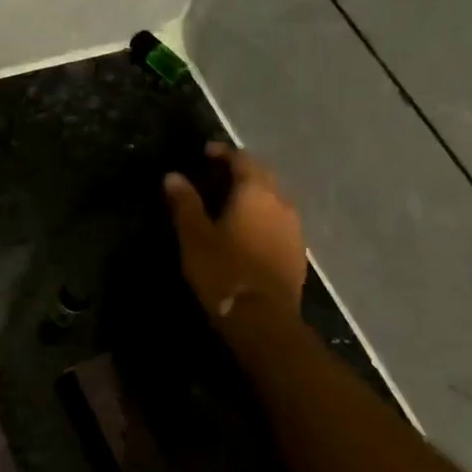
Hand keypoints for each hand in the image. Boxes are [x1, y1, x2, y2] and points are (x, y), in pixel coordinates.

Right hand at [165, 142, 306, 318]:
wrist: (263, 319)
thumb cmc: (223, 271)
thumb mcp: (195, 237)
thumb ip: (185, 204)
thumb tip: (173, 176)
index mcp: (256, 192)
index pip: (242, 159)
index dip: (224, 152)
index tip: (206, 152)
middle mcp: (281, 202)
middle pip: (263, 175)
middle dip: (242, 169)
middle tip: (218, 173)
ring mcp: (294, 228)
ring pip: (275, 198)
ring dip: (255, 193)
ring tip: (232, 201)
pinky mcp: (298, 251)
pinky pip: (280, 221)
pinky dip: (264, 215)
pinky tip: (249, 229)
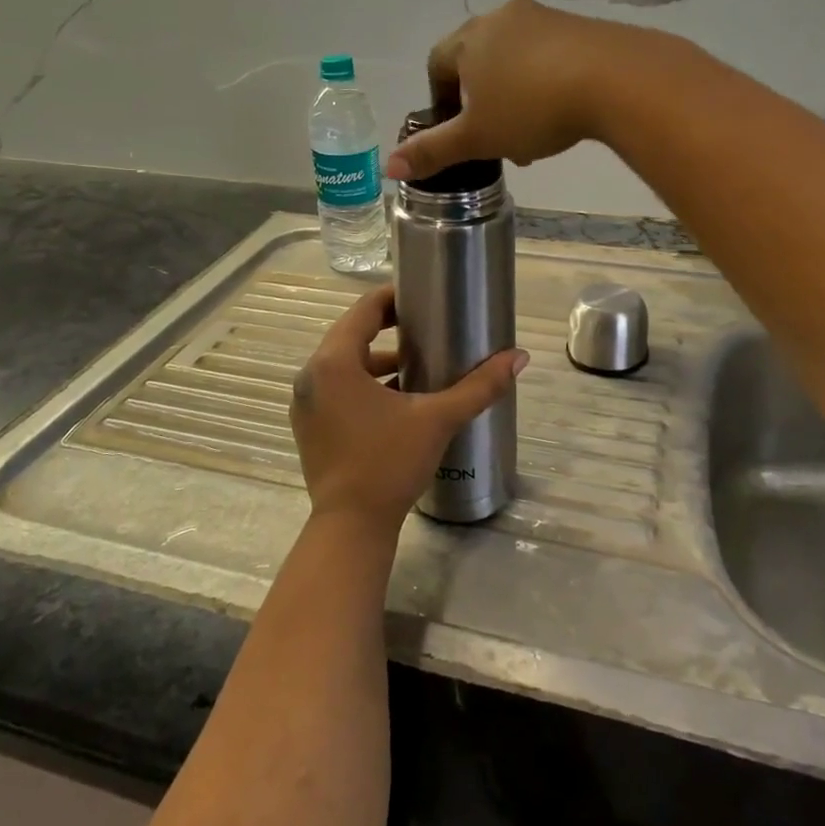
····················
PROBLEM DETAILS —
In the lines above, find each one with "index" and list it.

RESULT FOR THIS TASK —
index mcp: (256, 192)
index pip: (242, 159)
index dip: (224, 152)
index tip: (206, 152)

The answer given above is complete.